In 2014, about 11% of the nation's female minors were married (up 2% from 2011) according to data that the United Nations Children's Fund (UNICEF) updated in June.
Recent findings from the National Committee for Ethnic Minorities revealed child marriage rate among the ethnic minorities was 26.6% last year. Up to 73% of minors in the O Du ethnic minority community married before the age of consent, followed by 59.7% of minors surveyed in the H'Mong community.
Roughly half of the minors in smaller tribal populations like the Xing Mun, Ha Ra and Brau engage in the same practice.
Do Thi Quynh Huong, a top official from the Ministry of Health attributed the problem to outdated customs that force children to marry young, coupled with a lack of awareness about reproductive health.
Due to child marriage, Huong says many young women die during childbirth. The average age in many ethnic minority communities is around 45.
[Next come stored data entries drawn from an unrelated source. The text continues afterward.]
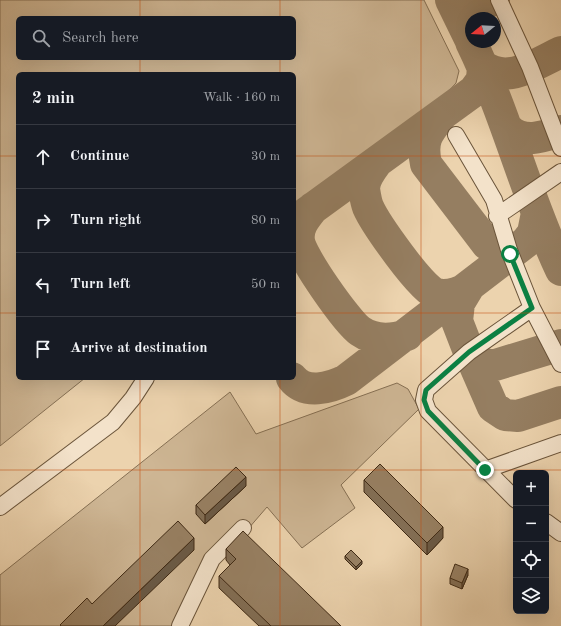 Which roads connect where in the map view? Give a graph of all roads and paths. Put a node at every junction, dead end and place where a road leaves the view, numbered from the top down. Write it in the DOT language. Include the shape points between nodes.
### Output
graph roads {
  1 [pos="499,0"];
  2 [pos="456,135"];
  3 [pos="561,148"];
  4 [pos="561,172"];
  5 [pos="497,216"];
  6 [pos="532,308"];
  7 [pos="561,364"];
  8 [pos="145,380"];
  9 [pos="561,443"];
  10 [pos="485,470"];
  11 [pos="513,497"];
  12 [pos="0,507"];
  13 [pos="549,524"];
  14 [pos="243,528"];
  15 [pos="561,533"];
  16 [pos="180,626"];
  1 -- 3 [label="lane" via="530,67"];
  2 -- 5 [label="lane" via="494,200"];
  4 -- 5 [label="lane"];
  5 -- 6 [label="lane"];
  6 -- 7 [label="lane"];
  6 -- 10 [label="lane" via="469,352 426,390 424,400 428,411"];
  8 -- 12 [label="lane" via="112,422"];
  9 -- 10 [label="lane"];
  10 -- 11 [label="lane"];
  13 -- 15 [label="lane"];
  14 -- 16 [label="lane" via="212,559"];
} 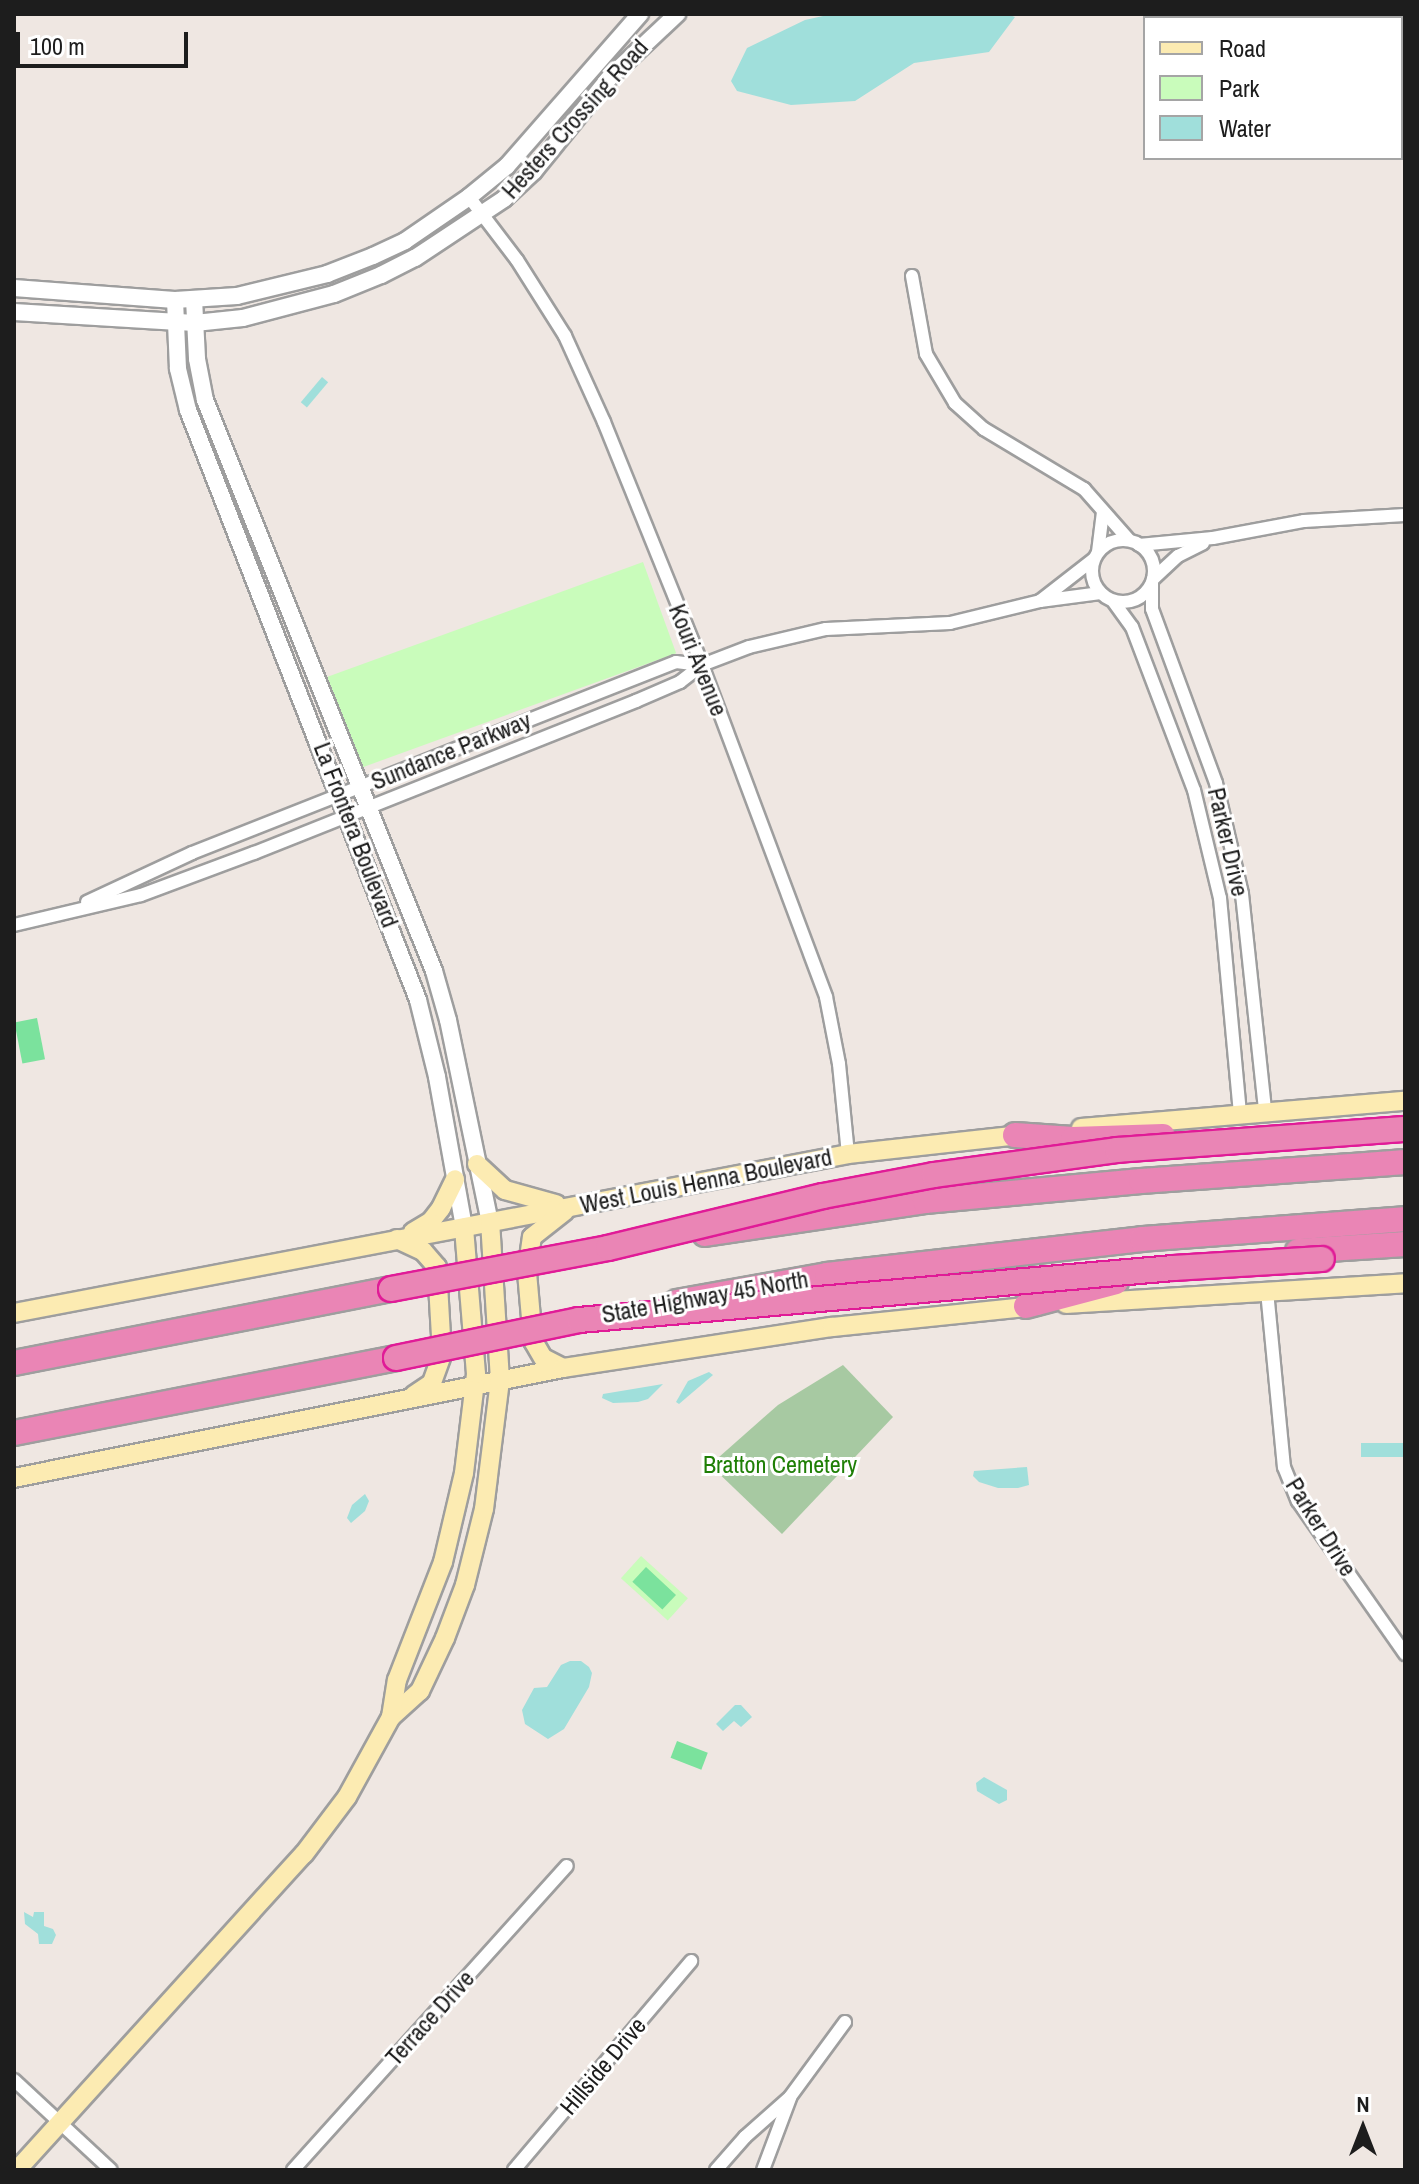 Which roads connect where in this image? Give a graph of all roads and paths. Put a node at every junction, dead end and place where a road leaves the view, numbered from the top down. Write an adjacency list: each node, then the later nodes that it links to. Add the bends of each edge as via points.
1 (640, 14): 3 (street, Hesters Crossing Road, via 538,133)
2 (677, 14): 4 (street, Hesters Crossing Road, via 611,76 534,171)
3 (469, 197): 4 (street, Kouri Avenue); 7 (street, Hesters Crossing Road, via 405,241 327,274 237,296)
4 (481, 216): 10 (street, Hesters Crossing Road, via 415,258 334,294 243,318); 21 (street, Kouri Avenue, via 517,260 565,336)
5 (912, 276): 12 (street, via 926,354 955,403 984,429 1084,489)
6 (14, 288): 8 (street, Hesters Crossing Road)
7 (194, 299): 8 (street, Hesters Crossing Road); 10 (street, La Frontera Boulevard)
8 (175, 300): 11 (street, La Frontera Boulevard)
9 (14, 312): 11 (street, Hesters Crossing Road)
10 (195, 323): 11 (street, Hesters Crossing Road); 24 (street, La Frontera Boulevard, via 205,400)
11 (176, 324): 25 (street, La Frontera Boulevard, via 178,369 188,410)
12 (1103, 512): 15 (street); 16 (street)
13 (1405, 515): 14 (street, via 1304,521)
14 (1213, 538): 15 (street); 17 (street, via 1178,556)
15 (1134, 542): 16 (street, via 1117,540); 17 (street, via 1152,559)
16 (1096, 555): 18 (street, via 1092,577); 19 (street, Sundance Parkway)
17 (1152, 581): 20 (street, via 1138,599); 22 (street, Parker Drive, via 1152,609)
18 (1100, 593): 19 (street, Sundance Parkway); 20 (street)
19 (1040, 601): 21 (street, Sundance Parkway, via 950,623 826,629 749,647)
20 (1113, 601): 23 (street, Parker Drive, via 1132,627)
21 (702, 665): 24 (street, Sundance Parkway, via 676,662); 26 (street, Sundance Parkway, via 680,682 636,701); 37 (street, Kouri Avenue, via 826,997)
22 (1190, 713): 23 (street); 28 (street, Parker Drive, via 1216,783)
23 (1169, 720): 29 (street, Parker Drive, via 1194,790)
24 (361, 787): 25 (street, Sundance Parkway); 26 (street, La Frontera Boulevard)
25 (341, 795): 27 (street, La Frontera Boulevard); 30 (street, Sundance Parkway, via 192,853)
26 (369, 808): 27 (street, Sundance Parkway); 39 (street, La Frontera Boulevard, via 441,993)
27 (349, 815): 30 (street, Sundance Parkway, via 141,895); 40 (street, La Frontera Boulevard, via 422,1010)
28 (1242, 894): 29 (street); 33 (street, Parker Drive)
29 (1220, 898): 34 (street, Parker Drive)
30 (70, 910): 31 (street, Sundance Parkway)
31 (14, 925)
32 (1405, 1101): 33 (main road, West Louis Henna Boulevard)
33 (1265, 1110): 34 (main road, West Louis Henna Boulevard)
34 (1240, 1112): 36 (main road, West Louis Henna Boulevard)
35 (1405, 1129): 36 (highway, via 1073,1139); 47 (highway, bridge, via 1117,1150 950,1172 823,1196)
36 (1015, 1135): 37 (main road, West Louis Henna Boulevard)
37 (848, 1154): 41 (main road, West Louis Henna Boulevard)
38 (1405, 1162): 47 (highway, bridge, via 925,1201)
39 (477, 1164): 41 (main road, via 505,1190); 43 (street, La Frontera Boulevard)
40 (455, 1179): 44 (street, La Frontera Boulevard); 45 (main road, via 431,1221)
41 (571, 1207): 43 (main road, West Louis Henna Boulevard); 55 (main road, via 532,1237 527,1257 533,1341 543,1358)
42 (1405, 1219): 53 (highway, State Highway 45 North, bridge, via 1142,1239 827,1275)
43 (490, 1222): 44 (main road, West Louis Henna Boulevard); 56 (main road, La Frontera Boulevard)
44 (464, 1227): 45 (main road, West Louis Henna Boulevard); 57 (main road, La Frontera Boulevard, via 476,1374)
45 (397, 1239): 52 (main road, West Louis Henna Boulevard); 58 (main road, via 423,1251 437,1267 442,1355 432,1383)
46 (1405, 1244): 51 (highway, via 1275,1253 1086,1287)
47 (608, 1248): 54 (highway, bridge)
48 (1405, 1255): 53 (highway, bridge, via 1173,1268)
49 (1405, 1283): 50 (main road)
50 (1267, 1291): 51 (main road); 63 (street, Parker Drive, via 1284,1467 1298,1501)
51 (1026, 1306): 55 (main road, via 832,1327)
52 (14, 1313)
53 (579, 1320): 59 (highway, State Highway 45 North, bridge)
54 (14, 1363)
55 (563, 1368): 56 (main road)
56 (500, 1380): 57 (main road); 62 (main road, La Frontera Boulevard, via 484,1509)
57 (472, 1386): 58 (main road); 61 (main road, La Frontera Boulevard, via 464,1473)
58 (411, 1398): 60 (main road)
59 (14, 1433)
60 (14, 1478)
61 (443, 1562): 62 (main road); 64 (main road, La Frontera Boulevard, via 397,1680)
62 (470, 1568): 64 (main road, La Frontera Boulevard, via 420,1691)
63 (1405, 1654)
64 (391, 1717): 70 (main road, via 347,1797 311,1845)
65 (567, 1866): 73 (street, Terrace Drive)
66 (691, 1961): 74 (street, Hillside Drive)
67 (845, 2022): 69 (street)
68 (14, 2080): 70 (street)
69 (790, 2097): 75 (street); 76 (street)
70 (60, 2123): 71 (main road); 72 (street)
71 (17, 2170)
72 (111, 2170)
73 (293, 2170)
74 (514, 2170)
75 (716, 2170)
76 (763, 2170)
Child marriages also results in numerous problems like household poverty, lack of access to education, family break-ups and child neglect.
Nguyen Thi Tu, a top official from the National Committee for Ethnic Minorities, said Vietnam should extend reproductive health education and services to adolescents in their native languages.
“In the northernmost province of Ha Giang, about 28,000 females are illiterate, of which 18,000 can’t speak the national language. It’s time we launched propaganda campaigns in minority languages,” Tu said.
Vietnam aims to effectively end child marriage by 2025 by lowering the figure by 2-3%, annually.